## Problem description
Write out every entry, unchanged. Skip any picture.

## Stored items
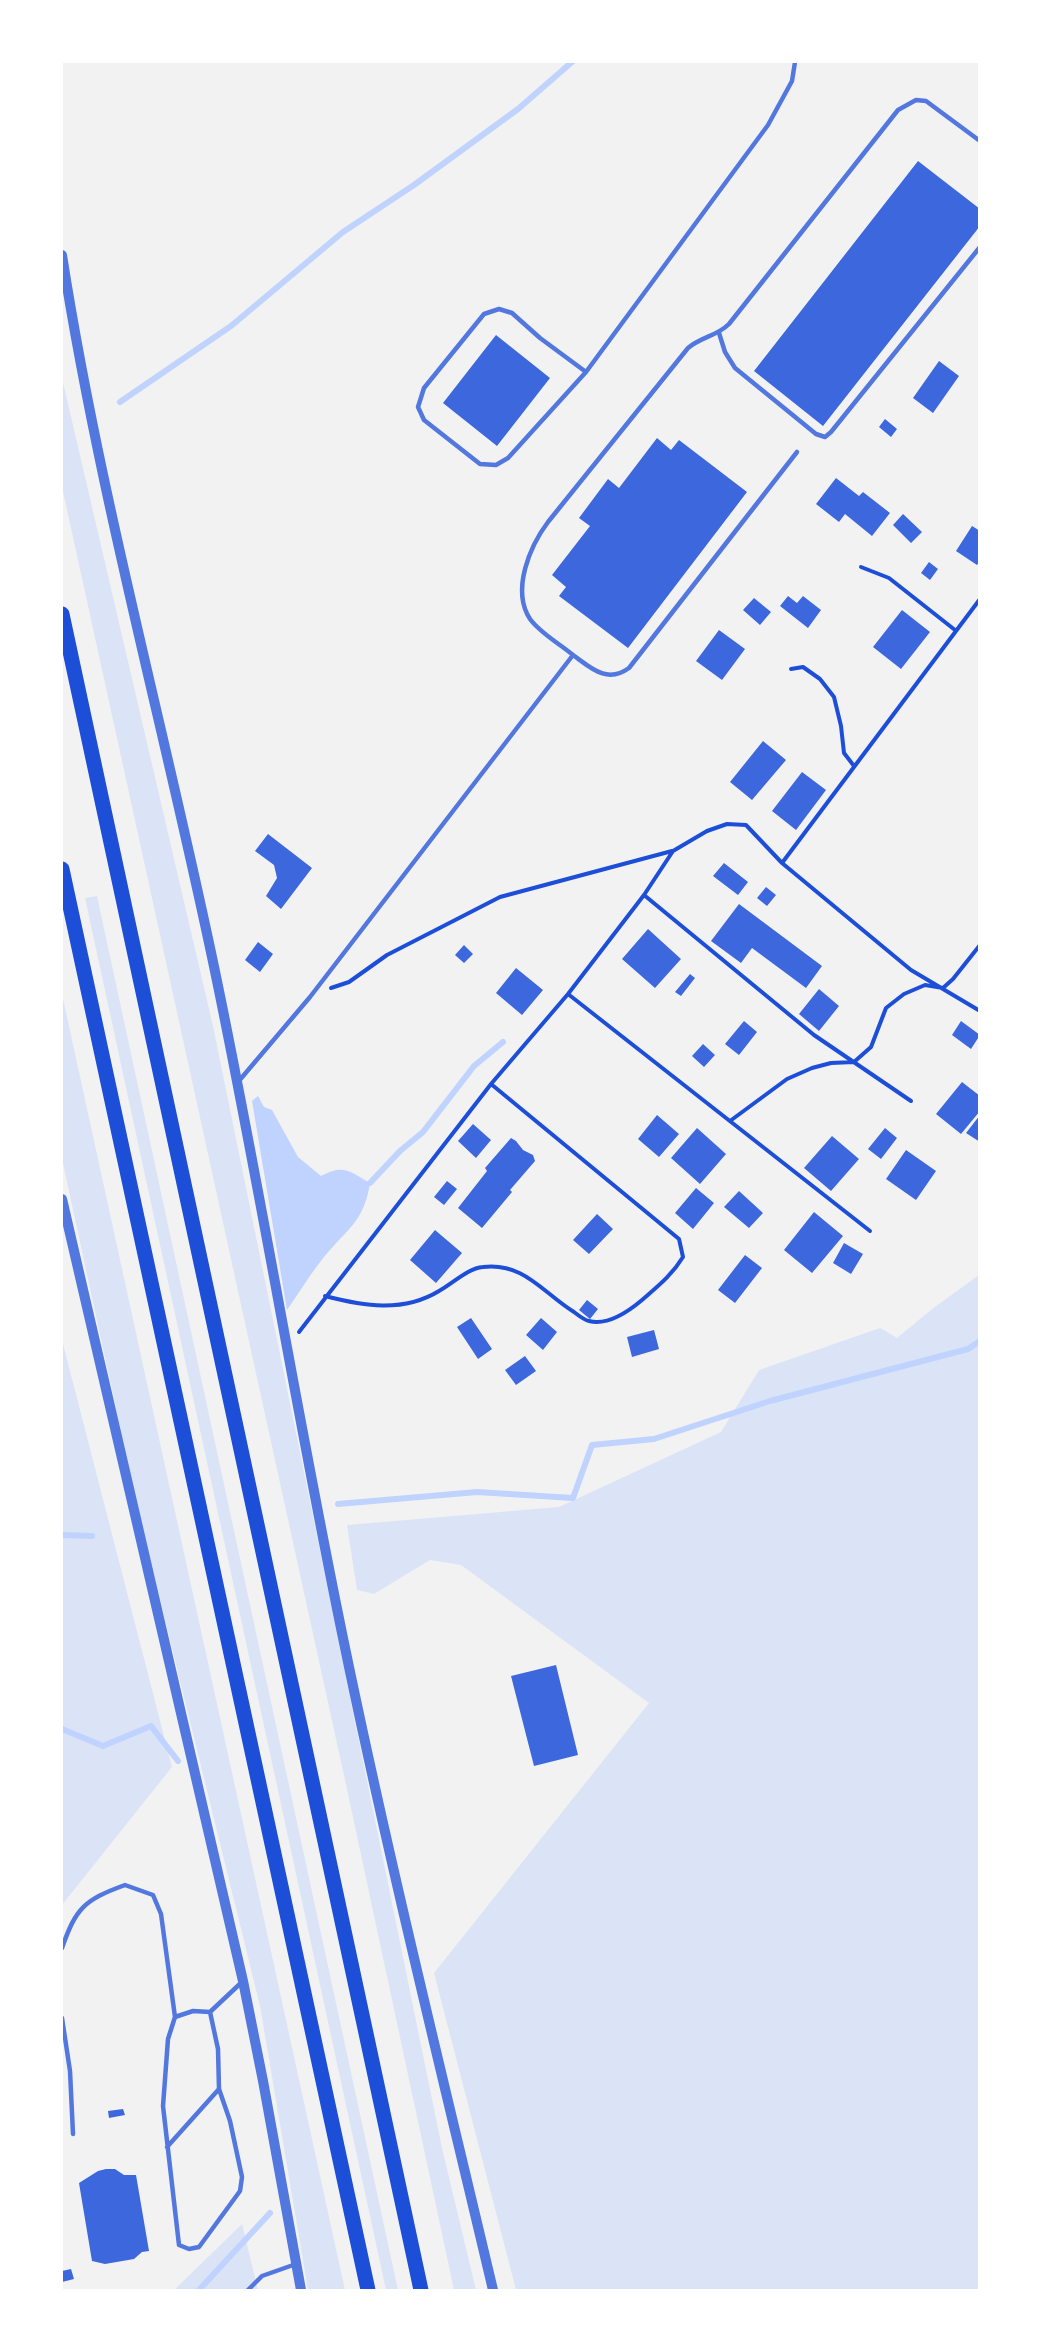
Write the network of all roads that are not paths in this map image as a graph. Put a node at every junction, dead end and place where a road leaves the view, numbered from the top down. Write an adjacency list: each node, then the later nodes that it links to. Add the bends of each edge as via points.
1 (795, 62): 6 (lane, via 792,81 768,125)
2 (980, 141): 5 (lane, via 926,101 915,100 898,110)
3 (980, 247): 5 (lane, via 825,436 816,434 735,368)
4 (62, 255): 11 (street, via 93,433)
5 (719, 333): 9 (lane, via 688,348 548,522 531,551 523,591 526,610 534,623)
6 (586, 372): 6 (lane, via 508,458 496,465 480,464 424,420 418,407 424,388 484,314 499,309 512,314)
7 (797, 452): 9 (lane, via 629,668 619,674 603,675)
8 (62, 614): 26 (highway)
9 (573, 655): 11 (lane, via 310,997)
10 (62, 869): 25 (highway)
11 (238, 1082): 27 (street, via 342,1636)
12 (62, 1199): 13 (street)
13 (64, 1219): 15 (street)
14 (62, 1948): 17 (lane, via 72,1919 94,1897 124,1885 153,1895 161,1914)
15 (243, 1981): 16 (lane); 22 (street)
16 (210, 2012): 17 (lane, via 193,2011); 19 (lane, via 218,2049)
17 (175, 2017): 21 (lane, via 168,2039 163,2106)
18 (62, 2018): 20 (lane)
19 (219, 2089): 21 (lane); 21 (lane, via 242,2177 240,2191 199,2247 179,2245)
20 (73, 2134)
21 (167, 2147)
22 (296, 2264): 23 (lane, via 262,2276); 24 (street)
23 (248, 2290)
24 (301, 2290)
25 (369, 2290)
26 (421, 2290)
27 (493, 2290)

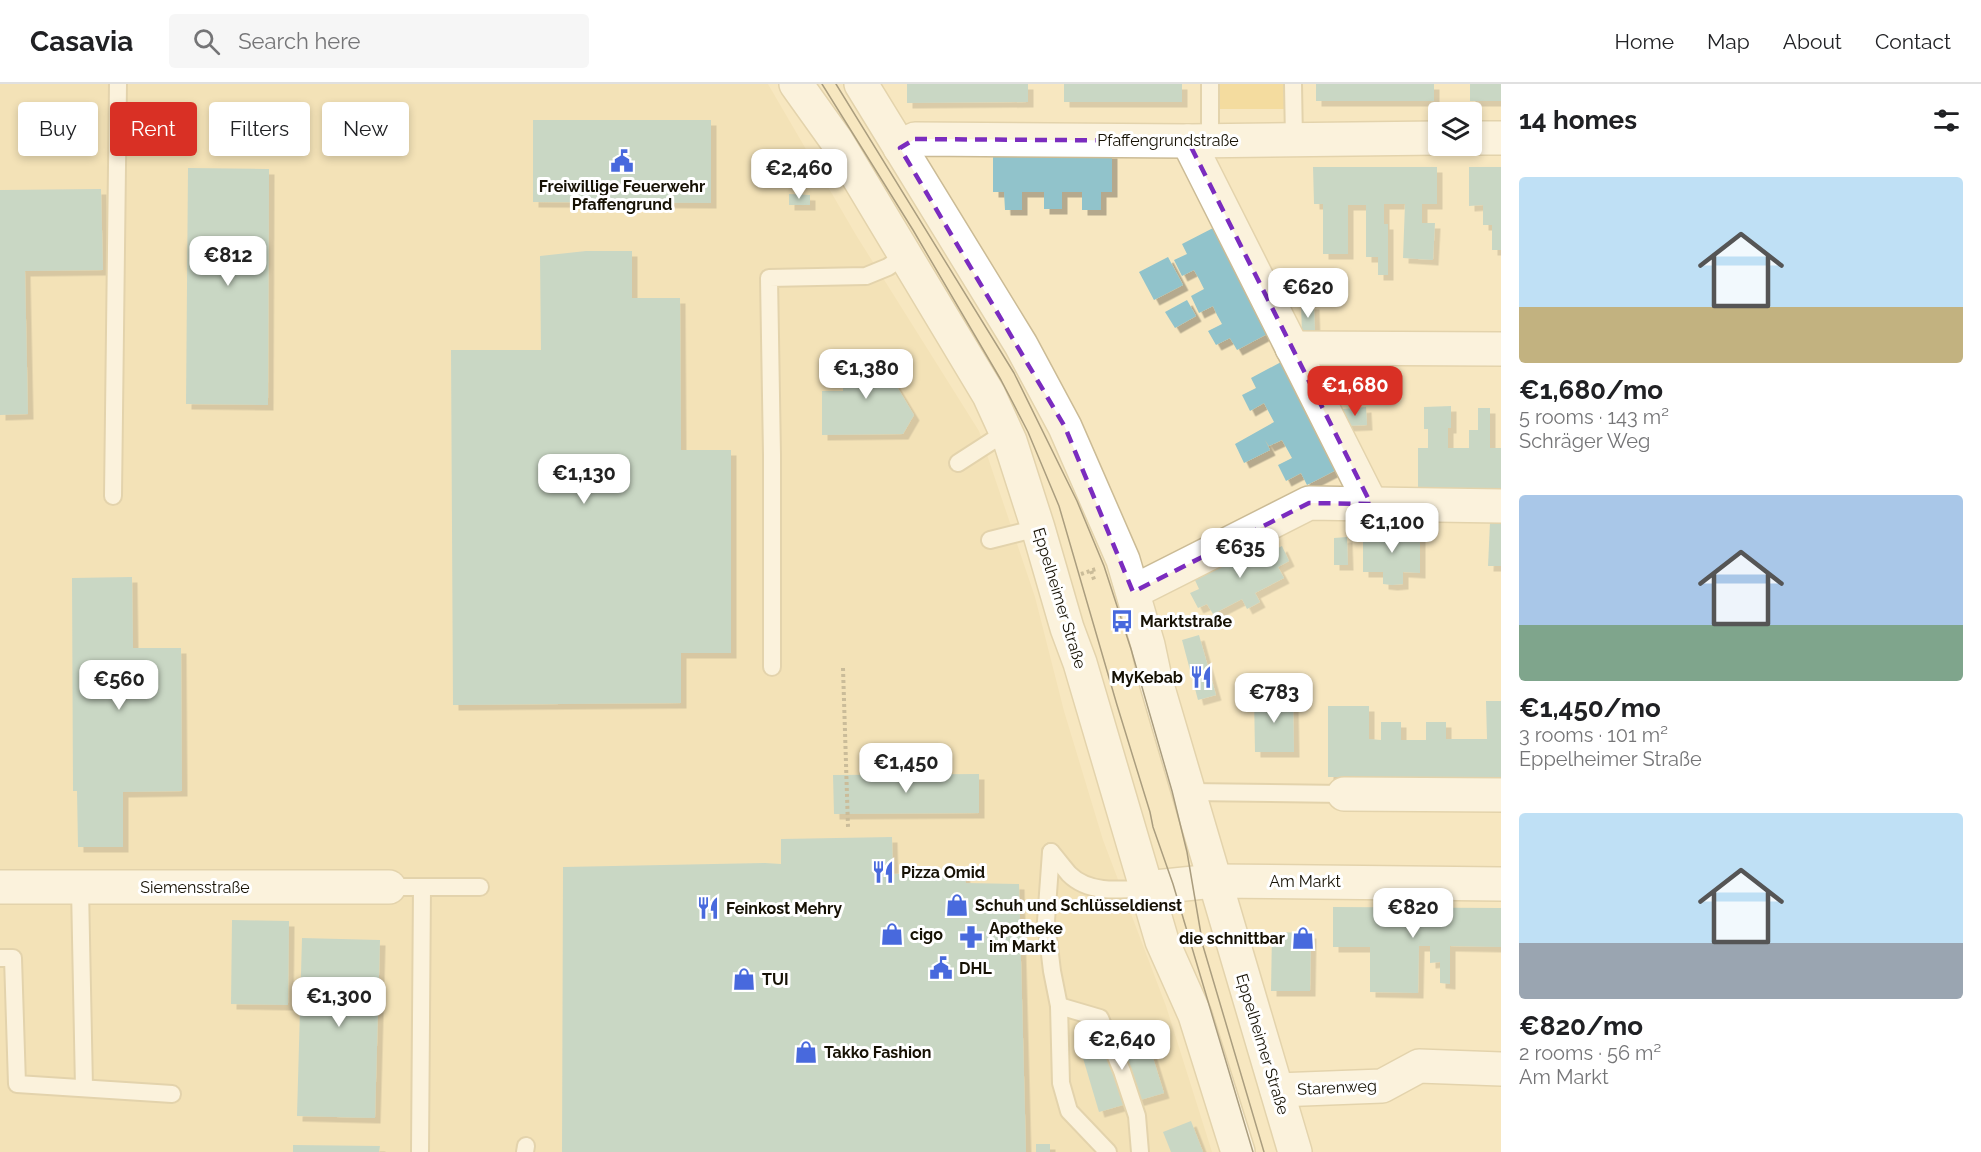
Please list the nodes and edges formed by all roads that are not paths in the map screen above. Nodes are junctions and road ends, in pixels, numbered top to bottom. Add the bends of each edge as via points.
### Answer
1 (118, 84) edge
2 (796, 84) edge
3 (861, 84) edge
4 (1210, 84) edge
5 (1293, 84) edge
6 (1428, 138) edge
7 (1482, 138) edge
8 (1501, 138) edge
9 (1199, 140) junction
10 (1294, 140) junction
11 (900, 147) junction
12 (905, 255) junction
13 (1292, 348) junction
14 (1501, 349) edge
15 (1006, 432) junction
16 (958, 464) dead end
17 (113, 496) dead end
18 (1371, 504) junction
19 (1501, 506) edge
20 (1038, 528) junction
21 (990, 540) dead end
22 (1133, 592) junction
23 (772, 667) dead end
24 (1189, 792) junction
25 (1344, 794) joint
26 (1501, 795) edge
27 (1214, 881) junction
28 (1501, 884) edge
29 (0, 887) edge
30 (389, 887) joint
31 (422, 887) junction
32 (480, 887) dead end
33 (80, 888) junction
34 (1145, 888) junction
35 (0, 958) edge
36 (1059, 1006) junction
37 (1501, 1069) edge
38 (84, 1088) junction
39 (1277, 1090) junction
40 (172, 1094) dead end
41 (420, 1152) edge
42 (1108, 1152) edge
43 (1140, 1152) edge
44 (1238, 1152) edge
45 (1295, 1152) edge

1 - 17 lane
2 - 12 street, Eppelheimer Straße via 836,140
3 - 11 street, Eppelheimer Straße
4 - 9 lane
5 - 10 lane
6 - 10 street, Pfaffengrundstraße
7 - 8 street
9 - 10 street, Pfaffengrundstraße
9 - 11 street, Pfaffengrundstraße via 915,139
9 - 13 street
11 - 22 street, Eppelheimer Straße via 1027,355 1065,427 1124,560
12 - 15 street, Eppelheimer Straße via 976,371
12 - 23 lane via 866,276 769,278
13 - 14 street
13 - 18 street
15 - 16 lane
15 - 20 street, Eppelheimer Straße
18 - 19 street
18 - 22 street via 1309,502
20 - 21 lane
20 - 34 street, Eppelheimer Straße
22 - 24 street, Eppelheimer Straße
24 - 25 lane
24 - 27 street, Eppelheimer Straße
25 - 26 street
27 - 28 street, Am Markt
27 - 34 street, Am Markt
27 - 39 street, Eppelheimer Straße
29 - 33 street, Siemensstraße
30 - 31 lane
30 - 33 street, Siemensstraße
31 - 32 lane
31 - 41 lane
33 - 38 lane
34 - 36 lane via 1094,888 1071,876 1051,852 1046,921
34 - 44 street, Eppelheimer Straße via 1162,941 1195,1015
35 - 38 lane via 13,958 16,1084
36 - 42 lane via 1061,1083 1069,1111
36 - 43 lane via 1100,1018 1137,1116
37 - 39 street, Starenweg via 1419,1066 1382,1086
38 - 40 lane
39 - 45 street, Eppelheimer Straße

## Exercise answer
Write the network of all roads that are not paths in this map image as a graph. Put a node at every junction, dead end and place where a road leaves the view, numbered from the top down. Write an adjacency list: each node, then the later nodes that it links to. Add the bends of each edge as via points.
1 (795, 62): 6 (lane, via 792,81 768,125)
2 (980, 141): 5 (lane, via 926,101 915,100 898,110)
3 (980, 247): 5 (lane, via 825,436 816,434 735,368)
4 (62, 255): 11 (street, via 93,433)
5 (719, 333): 9 (lane, via 688,348 548,522 531,551 523,591 526,610 534,623)
6 (586, 372): 6 (lane, via 508,458 496,465 480,464 424,420 418,407 424,388 484,314 499,309 512,314)
7 (797, 452): 9 (lane, via 629,668 619,674 603,675)
8 (62, 614): 26 (highway)
9 (573, 655): 11 (lane, via 310,997)
10 (62, 869): 25 (highway)
11 (238, 1082): 27 (street, via 342,1636)
12 (62, 1199): 13 (street)
13 (64, 1219): 15 (street)
14 (62, 1948): 17 (lane, via 72,1919 94,1897 124,1885 153,1895 161,1914)
15 (243, 1981): 16 (lane); 22 (street)
16 (210, 2012): 17 (lane, via 193,2011); 19 (lane, via 218,2049)
17 (175, 2017): 21 (lane, via 168,2039 163,2106)
18 (62, 2018): 20 (lane)
19 (219, 2089): 21 (lane); 21 (lane, via 242,2177 240,2191 199,2247 179,2245)
20 (73, 2134)
21 (167, 2147)
22 (296, 2264): 23 (lane, via 262,2276); 24 (street)
23 (248, 2290)
24 (301, 2290)
25 (369, 2290)
26 (421, 2290)
27 (493, 2290)

Please list the nodes and edges formed by all roads that are not paths in the map screen above. Nodes are junctions and road ends, in pixels, numbered top to bottom. Add the bends of each edge as via points.
### Answer
1 (118, 84) edge
2 (796, 84) edge
3 (861, 84) edge
4 (1210, 84) edge
5 (1293, 84) edge
6 (1428, 138) edge
7 (1482, 138) edge
8 (1501, 138) edge
9 (1199, 140) junction
10 (1294, 140) junction
11 (900, 147) junction
12 (905, 255) junction
13 (1292, 348) junction
14 (1501, 349) edge
15 (1006, 432) junction
16 (958, 464) dead end
17 (113, 496) dead end
18 (1371, 504) junction
19 (1501, 506) edge
20 (1038, 528) junction
21 (990, 540) dead end
22 (1133, 592) junction
23 (772, 667) dead end
24 (1189, 792) junction
25 (1344, 794) joint
26 (1501, 795) edge
27 (1214, 881) junction
28 (1501, 884) edge
29 (0, 887) edge
30 (389, 887) joint
31 (422, 887) junction
32 (480, 887) dead end
33 (80, 888) junction
34 (1145, 888) junction
35 (0, 958) edge
36 (1059, 1006) junction
37 (1501, 1069) edge
38 (84, 1088) junction
39 (1277, 1090) junction
40 (172, 1094) dead end
41 (420, 1152) edge
42 (1108, 1152) edge
43 (1140, 1152) edge
44 (1238, 1152) edge
45 (1295, 1152) edge

1 - 17 lane
2 - 12 street, Eppelheimer Straße via 836,140
3 - 11 street, Eppelheimer Straße
4 - 9 lane
5 - 10 lane
6 - 10 street, Pfaffengrundstraße
7 - 8 street
9 - 10 street, Pfaffengrundstraße
9 - 11 street, Pfaffengrundstraße via 915,139
9 - 13 street
11 - 22 street, Eppelheimer Straße via 1027,355 1065,427 1124,560
12 - 15 street, Eppelheimer Straße via 976,371
12 - 23 lane via 866,276 769,278
13 - 14 street
13 - 18 street
15 - 16 lane
15 - 20 street, Eppelheimer Straße
18 - 19 street
18 - 22 street via 1309,502
20 - 21 lane
20 - 34 street, Eppelheimer Straße
22 - 24 street, Eppelheimer Straße
24 - 25 lane
24 - 27 street, Eppelheimer Straße
25 - 26 street
27 - 28 street, Am Markt
27 - 34 street, Am Markt
27 - 39 street, Eppelheimer Straße
29 - 33 street, Siemensstraße
30 - 31 lane
30 - 33 street, Siemensstraße
31 - 32 lane
31 - 41 lane
33 - 38 lane
34 - 36 lane via 1094,888 1071,876 1051,852 1046,921
34 - 44 street, Eppelheimer Straße via 1162,941 1195,1015
35 - 38 lane via 13,958 16,1084
36 - 42 lane via 1061,1083 1069,1111
36 - 43 lane via 1100,1018 1137,1116
37 - 39 street, Starenweg via 1419,1066 1382,1086
38 - 40 lane
39 - 45 street, Eppelheimer Straße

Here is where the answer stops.